[Material to process Boundary: Start]

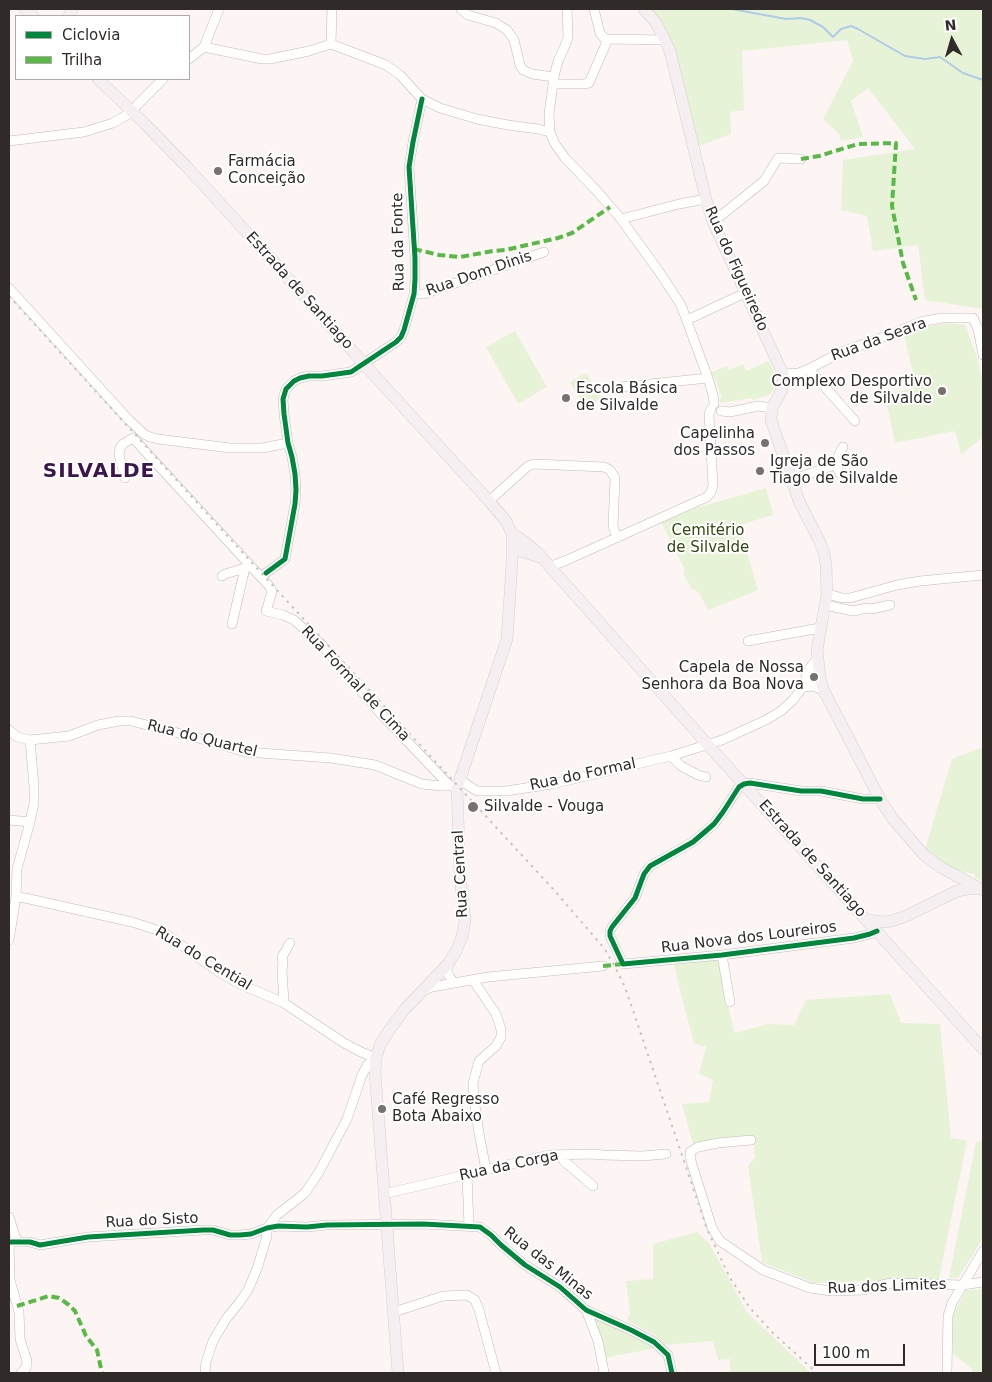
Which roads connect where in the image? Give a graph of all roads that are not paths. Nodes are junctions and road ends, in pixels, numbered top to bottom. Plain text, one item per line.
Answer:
1 (219, 9) edge
2 (332, 9) edge
3 (461, 9) edge
4 (567, 9) edge
5 (594, 9) edge
6 (644, 9) edge
7 (607, 40) junction
8 (665, 40) junction
9 (331, 44) junction
10 (204, 47) junction
11 (190, 58) edge
12 (99, 80) edge
13 (162, 80) edge
14 (554, 81) junction
15 (422, 99) junction
16 (132, 112) junction
17 (550, 132) junction
18 (9, 141) edge
19 (801, 159) dead end
20 (706, 199) junction
21 (620, 220) junction
22 (713, 222) junction
23 (544, 252) dead end
24 (9, 288) edge
25 (745, 293) junction
26 (414, 294) junction
27 (687, 320) junction
28 (983, 355) edge
29 (364, 364) junction
30 (809, 369) junction
31 (783, 374) junction
32 (708, 378) junction
33 (621, 387) dead end
34 (772, 408) junction
35 (715, 409) junction
36 (855, 421) dead end
37 (288, 443) junction
38 (843, 448) dead end
39 (835, 465) junction
40 (851, 476) dead end
41 (125, 478) dead end
42 (791, 480) junction
43 (489, 502) junction
44 (617, 538) junction
45 (516, 548) junction
46 (248, 567) junction
47 (549, 567) junction
48 (266, 573) dead end
49 (983, 575) edge
50 (222, 576) dead end
51 (826, 599) junction
52 (890, 605) dead end
53 (232, 624) dead end
54 (820, 628) junction
55 (748, 641) dead end
56 (817, 659) junction
57 (803, 688) junction
58 (824, 690) junction
59 (9, 730) edge
60 (30, 740) junction
61 (708, 745) junction
62 (671, 756) junction
63 (706, 777) dead end
64 (455, 784) junction
65 (744, 784) junction
66 (880, 799) junction
67 (9, 820) edge
68 (30, 822) junction
69 (950, 872) junction
70 (983, 890) edge
71 (946, 895) junction
72 (16, 897) junction
73 (866, 920) junction
74 (892, 925) junction
75 (877, 931) junction
76 (9, 940) edge
77 (290, 943) dead end
78 (892, 948) junction
79 (722, 955) junction
80 (448, 964) junction
81 (603, 966) dead end
82 (473, 980) junction
83 (454, 983) junction
84 (424, 990) junction
85 (730, 1002) dead end
86 (284, 1003) junction
87 (983, 1049) edge
88 (376, 1058) junction
89 (751, 1140) dead end
90 (666, 1154) dead end
91 (561, 1155) junction
92 (486, 1170) junction
93 (467, 1174) junction
94 (593, 1186) dead end
95 (384, 1194) junction
96 (9, 1217) edge
97 (386, 1224) junction
98 (469, 1226) junction
99 (267, 1228) junction
100 (12, 1242) edge
101 (983, 1251) edge
102 (983, 1282) edge
103 (962, 1284) junction
104 (586, 1310) junction
105 (394, 1312) junction
106 (604, 1372) edge
107 (20, 1373) edge
108 (206, 1373) edge
109 (398, 1373) edge
110 (496, 1373) edge
111 (672, 1373) edge
112 (947, 1373) edge

1 - 10 street
2 - 9 street
3 - 14 street
4 - 14 street
5 - 7 street
6 - 8 main road, Rua do Figueiredo
7 - 8 street
7 - 14 street
8 - 20 main road, Rua do Figueiredo
9 - 10 street
9 - 15 street
10 - 11 street
12 - 16 main road, Estrada de Santiago
13 - 16 street
14 - 17 street
15 - 17 street
15 - 26 street, Rua da Fonte
16 - 18 street
16 - 29 main road, Estrada de Santiago
17 - 21 street
19 - 22 street
20 - 21 street
20 - 22 main road, Rua do Figueiredo
21 - 27 street
22 - 25 main road, Rua do Figueiredo
23 - 26 street, Rua Dom Dinis
24 - 37 street
25 - 27 street
25 - 31 main road, Rua do Figueiredo
26 - 29 street, Rua da Fonte
27 - 32 street
28 - 30 street, Rua da Seara
29 - 37 street, Rua da Fonte
29 - 43 main road, Estrada de Santiago
30 - 31 street, Rua da Seara
30 - 36 street, Rua da Seara
31 - 34 main road
32 - 33 street
32 - 35 street
34 - 35 street
34 - 42 main road
35 - 44 street
37 - 48 street, Rua da Fonte
38 - 39 street
39 - 40 street
39 - 42 street
41 - 46 street
42 - 51 main road
43 - 44 street
43 - 45 main road, Estrada de Santiago
44 - 47 street
45 - 47 main road, Estrada de Santiago
45 - 64 main road, Rua Central
46 - 50 street
46 - 53 street
46 - 64 street, Rua Formal de Cima
47 - 61 main road, Estrada de Santiago
49 - 51 street
51 - 52 street
51 - 54 main road
54 - 55 street
54 - 56 main road
56 - 57 street
56 - 58 main road
57 - 58 street
57 - 61 street, Rua do Formal
58 - 66 main road
59 - 60 street
60 - 64 street, Rua do Quartel
60 - 68 street
61 - 62 street, Rua do Formal
61 - 65 main road, Estrada de Santiago
62 - 63 street
62 - 64 street, Rua do Formal
64 - 80 main road, Rua Central
65 - 66 street
65 - 73 main road, Estrada de Santiago
65 - 79 street, Rua Nova dos Loureiros
66 - 69 main road
67 - 68 street
68 - 72 street
69 - 70 main road
69 - 71 main road
70 - 71 main road
71 - 74 main road
72 - 76 street
72 - 86 street, Rua do Cential
73 - 74 main road
73 - 75 main road, Estrada de Santiago
74 - 75 main road
74 - 78 main road
75 - 78 main road, Estrada de Santiago
75 - 79 street, Rua Nova dos Loureiros
77 - 86 street
78 - 87 main road, Estrada de Santiago
79 - 85 street
80 - 83 street
80 - 84 main road, Rua Central
81 - 82 street
82 - 83 street
82 - 92 street
83 - 84 street
84 - 88 main road, Rua Central
86 - 88 street, Rua do Cential
88 - 95 main road, Rua Central
88 - 99 street
89 - 103 street, Rua dos Limites
90 - 91 street, Rua da Corga
91 - 92 street, Rua da Corga
91 - 94 street
92 - 93 street, Rua da Corga
93 - 95 street, Rua da Corga
93 - 98 street
95 - 97 main road, Rua Central
96 - 100 street
97 - 98 street, Rua das Minas
97 - 99 street, Rua do Sisto
97 - 105 main road, Rua Central
98 - 104 street, Rua das Minas
99 - 100 street, Rua do Sisto
99 - 108 street
100 - 107 street
101 - 103 street
102 - 103 street, Rua dos Limites
103 - 112 street
104 - 106 street, Rua das Minas
104 - 111 street, Rua das Minas
105 - 109 main road, Rua Central
105 - 110 street

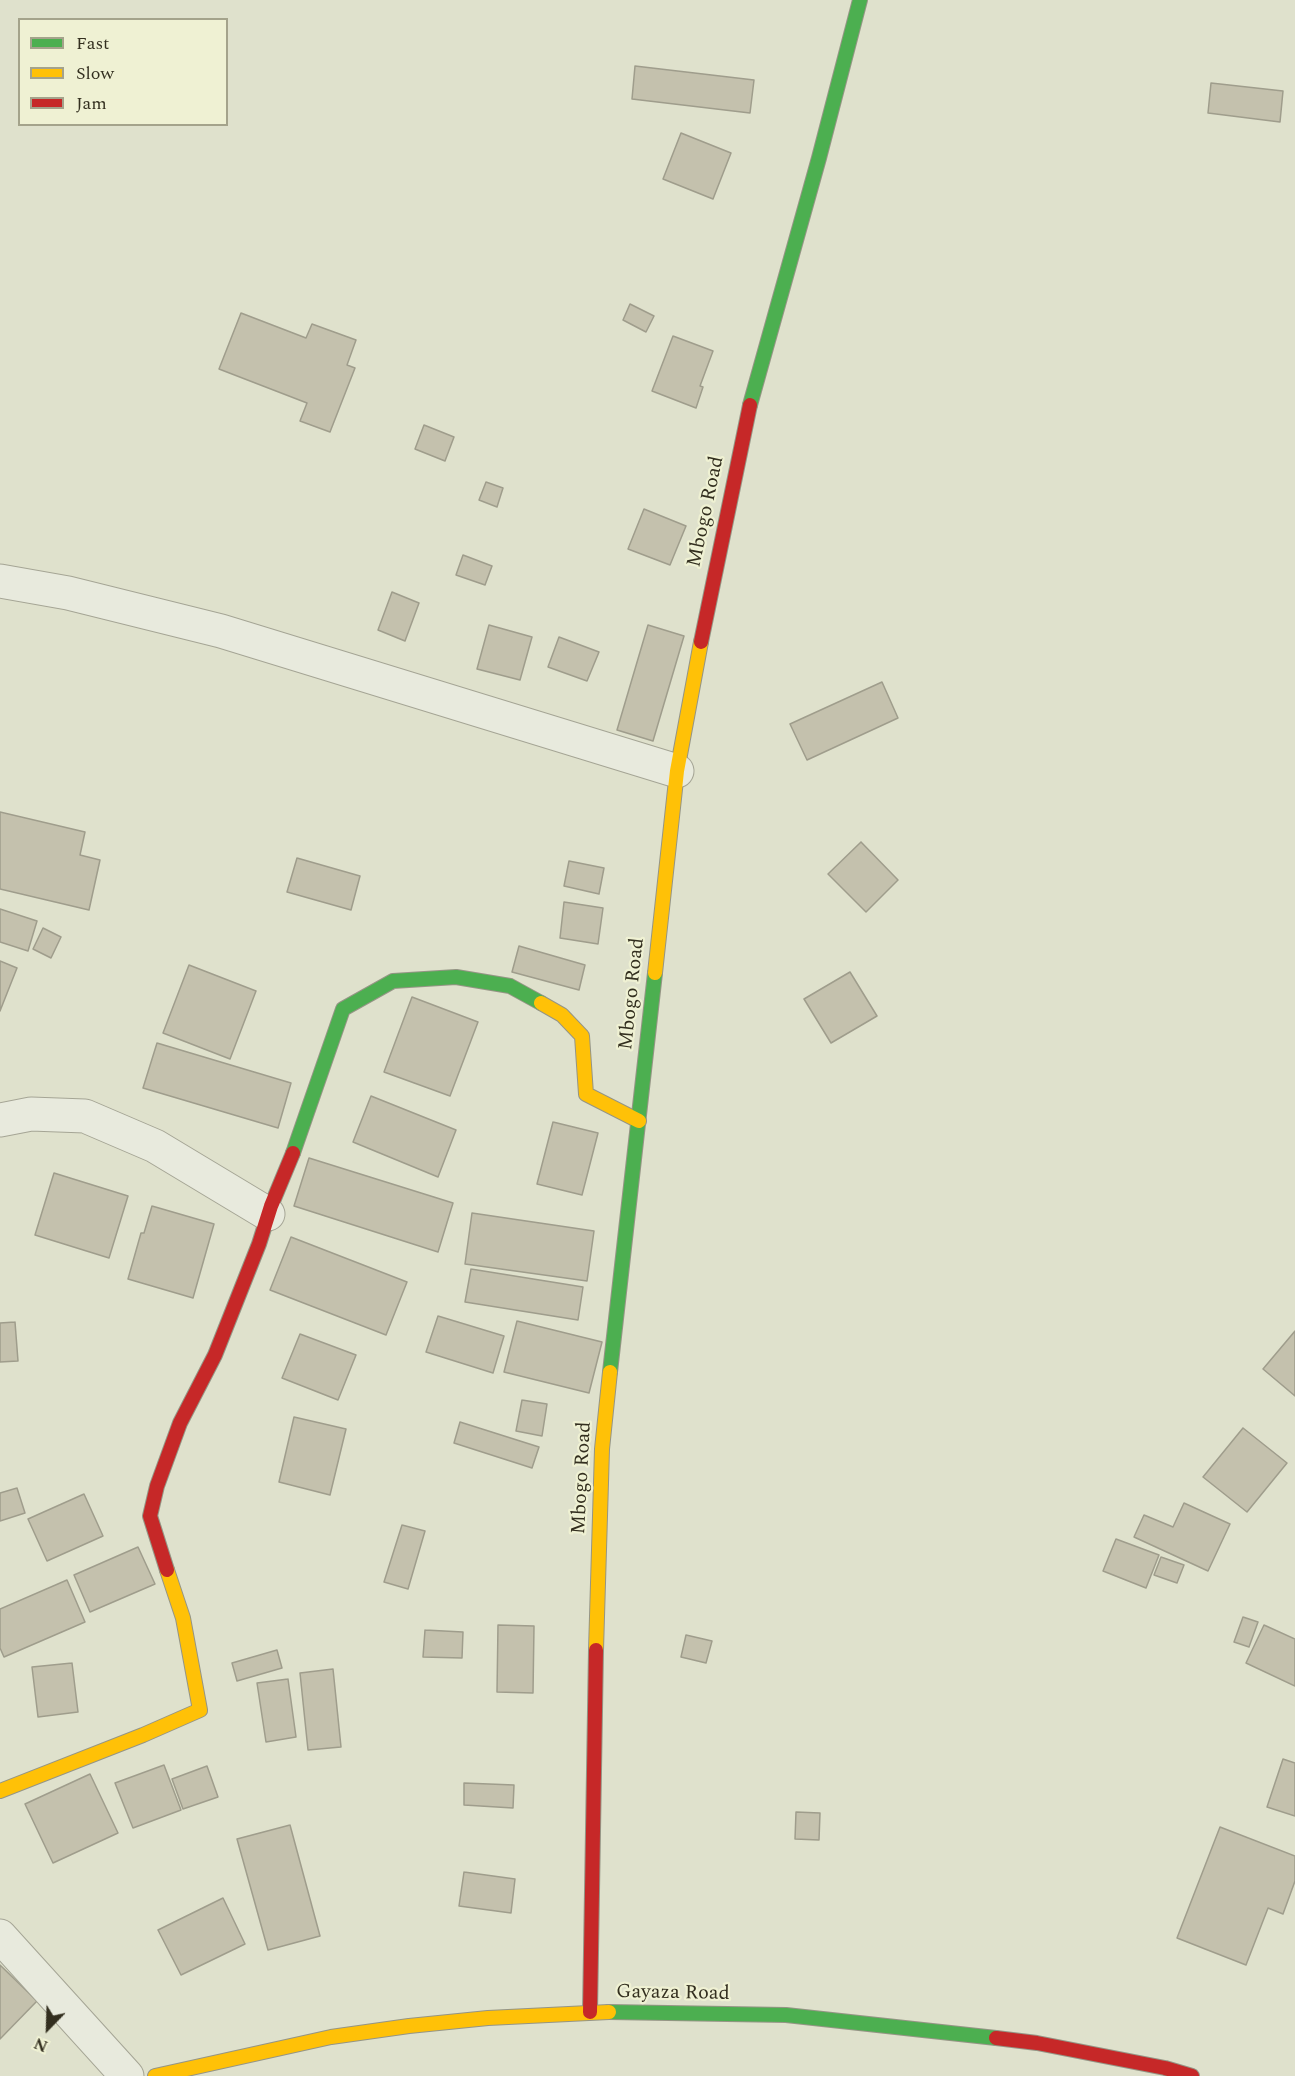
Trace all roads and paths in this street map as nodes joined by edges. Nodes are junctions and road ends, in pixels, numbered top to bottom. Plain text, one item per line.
1 (860, 0) edge
2 (0, 581) edge
3 (677, 771) junction
4 (0, 1120) edge
5 (639, 1121) junction
6 (268, 1214) junction
7 (0, 1791) edge
8 (0, 1936) edge
9 (590, 2012) junction
10 (128, 2076) edge
11 (155, 2076) edge
12 (1192, 2076) edge

1 - 3 main road, Mbogo Road
2 - 3 street
3 - 5 main road, Mbogo Road
4 - 6 street
5 - 6 main road
5 - 9 main road, Mbogo Road
6 - 7 main road
8 - 10 street
9 - 11 main road, Gayaza Road
9 - 12 main road, Gayaza Road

[Material to process Boundary: End]

### [Try it]
From the entries, report every line in which the string "Loureiros" occurs.

### [Response to this exercise]
65 - 79 street, Rua Nova dos Loureiros
75 - 79 street, Rua Nova dos Loureiros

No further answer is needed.